BBC Children’s TV star dies after heart attack on bridge

Steve Hopkins

‘He was everything to me and everything I want to be’

Tony Husband has died after suffering a heart attack on a bridge. He was 73.

The award-winning children’s TV star and political satirist, who also worked with Private Eye, was on his way to the magazine’s bash in London on Thames barge when he collapsed on Westminster Bridge.

Emergency services rushed to the scene, but Tony couldn’t be save.d

Announcing the news, Tony’s son Paul Husband remarked that it was “somewhat ironic” that his late father had “managed to survive 30 years of Private parties but the one he didn’t make…”

In a post on Facebook, Paul wrote that he hated having to break the news as “I know how many of you are going to be affected by this.”

“I don’t know what more I can say other than he was everything to me and everything I want to be.”

Paul shared his dad’s last cartoon which he sent to his colleagues while on the train, “cause he thought he would be late.”

He later posted on X: “It is with a torn-apart heart that I must announce the passing of my dad.”

Tony appeared on Hangar 17, wrote Round The Bend, and also appeared in The Times, Punch, Playboy and The Sunday Express.
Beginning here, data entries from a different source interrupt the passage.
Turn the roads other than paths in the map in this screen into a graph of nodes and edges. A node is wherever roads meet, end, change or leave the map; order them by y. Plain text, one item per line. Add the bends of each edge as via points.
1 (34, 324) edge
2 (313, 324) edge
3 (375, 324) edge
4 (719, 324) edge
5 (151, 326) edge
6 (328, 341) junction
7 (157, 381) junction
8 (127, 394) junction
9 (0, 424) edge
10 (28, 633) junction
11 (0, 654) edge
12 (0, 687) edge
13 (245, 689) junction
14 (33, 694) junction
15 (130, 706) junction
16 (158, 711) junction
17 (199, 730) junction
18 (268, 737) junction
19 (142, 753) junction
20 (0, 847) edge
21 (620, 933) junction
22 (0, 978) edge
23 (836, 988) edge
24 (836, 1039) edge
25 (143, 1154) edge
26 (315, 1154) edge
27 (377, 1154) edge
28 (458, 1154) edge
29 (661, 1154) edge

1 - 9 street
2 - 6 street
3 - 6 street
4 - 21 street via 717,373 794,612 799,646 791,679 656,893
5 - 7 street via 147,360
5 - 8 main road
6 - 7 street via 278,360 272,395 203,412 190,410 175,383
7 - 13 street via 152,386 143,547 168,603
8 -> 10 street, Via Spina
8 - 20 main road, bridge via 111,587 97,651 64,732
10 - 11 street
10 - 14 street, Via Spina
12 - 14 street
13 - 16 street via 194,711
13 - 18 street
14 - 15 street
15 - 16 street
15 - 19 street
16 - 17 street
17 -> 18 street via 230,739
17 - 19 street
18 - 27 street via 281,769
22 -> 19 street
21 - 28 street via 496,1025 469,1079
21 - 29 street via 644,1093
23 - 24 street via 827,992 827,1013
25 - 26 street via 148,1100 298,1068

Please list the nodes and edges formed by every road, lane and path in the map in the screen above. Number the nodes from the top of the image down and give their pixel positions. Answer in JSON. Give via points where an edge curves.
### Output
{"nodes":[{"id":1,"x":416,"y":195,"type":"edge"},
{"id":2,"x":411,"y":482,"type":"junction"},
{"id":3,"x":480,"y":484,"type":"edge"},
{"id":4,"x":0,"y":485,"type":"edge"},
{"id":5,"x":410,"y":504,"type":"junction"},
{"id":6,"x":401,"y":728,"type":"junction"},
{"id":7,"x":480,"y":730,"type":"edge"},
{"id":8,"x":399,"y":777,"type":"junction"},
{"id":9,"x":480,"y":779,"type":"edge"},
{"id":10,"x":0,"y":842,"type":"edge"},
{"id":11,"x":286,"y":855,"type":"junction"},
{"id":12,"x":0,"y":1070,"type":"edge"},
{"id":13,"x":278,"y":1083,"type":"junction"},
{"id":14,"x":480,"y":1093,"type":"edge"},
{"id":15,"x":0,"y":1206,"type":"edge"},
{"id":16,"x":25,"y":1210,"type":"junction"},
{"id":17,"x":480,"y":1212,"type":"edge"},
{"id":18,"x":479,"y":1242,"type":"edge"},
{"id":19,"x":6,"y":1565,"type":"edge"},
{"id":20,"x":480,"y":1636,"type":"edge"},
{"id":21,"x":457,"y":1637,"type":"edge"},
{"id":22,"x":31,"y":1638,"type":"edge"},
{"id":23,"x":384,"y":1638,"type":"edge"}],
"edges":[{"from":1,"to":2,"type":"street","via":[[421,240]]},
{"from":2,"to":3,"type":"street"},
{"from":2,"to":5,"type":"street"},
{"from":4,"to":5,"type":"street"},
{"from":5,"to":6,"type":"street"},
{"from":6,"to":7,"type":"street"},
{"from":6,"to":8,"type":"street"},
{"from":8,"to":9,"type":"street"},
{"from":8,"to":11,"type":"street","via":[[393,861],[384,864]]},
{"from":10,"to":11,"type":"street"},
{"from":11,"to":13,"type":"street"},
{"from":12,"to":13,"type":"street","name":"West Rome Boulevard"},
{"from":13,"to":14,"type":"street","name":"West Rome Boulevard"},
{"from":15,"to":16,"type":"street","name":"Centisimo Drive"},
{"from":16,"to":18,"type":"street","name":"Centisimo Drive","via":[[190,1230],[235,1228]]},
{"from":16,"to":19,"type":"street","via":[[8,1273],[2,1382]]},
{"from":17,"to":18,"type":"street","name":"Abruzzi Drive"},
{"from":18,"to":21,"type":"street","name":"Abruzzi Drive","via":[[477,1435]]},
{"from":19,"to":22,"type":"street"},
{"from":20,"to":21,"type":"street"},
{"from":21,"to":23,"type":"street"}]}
Private Eye wrote on X: “RIP cartoonist Tony Husband – prolific, funny and inventive contributor to Private Eye since 1985.”

James O’Brien said Tony “made me smile and laugh for forty years” and that he got to know him personally in recent times: “An absolutely lovely man.”

TV personality Richard Osman wrote: “So sad to hear of the death of the wonderful cartoonist Tony Husband, a man whose work has made me laugh so many times. Humour with such tremendous wit and warmth.”

Tony’s fellow cartoonist Nick Newman said the death is a huge loss for the industry.

“Unbearably sad news that the great Tony Husband has died. Creator of Yobs and thousands of brilliant cartoons for Private Eye and others, he will be hugely missed by friends and readers.”

Tony told ITV News in February that he had had a cartoon in every issue of Private Eye for almost 40 years: “The way it is today, life is like a cartoon. You get cartoon characters like Boris Johnson, who’s like something Spitting Image created. But definitely, [cartoons] are needed these days.”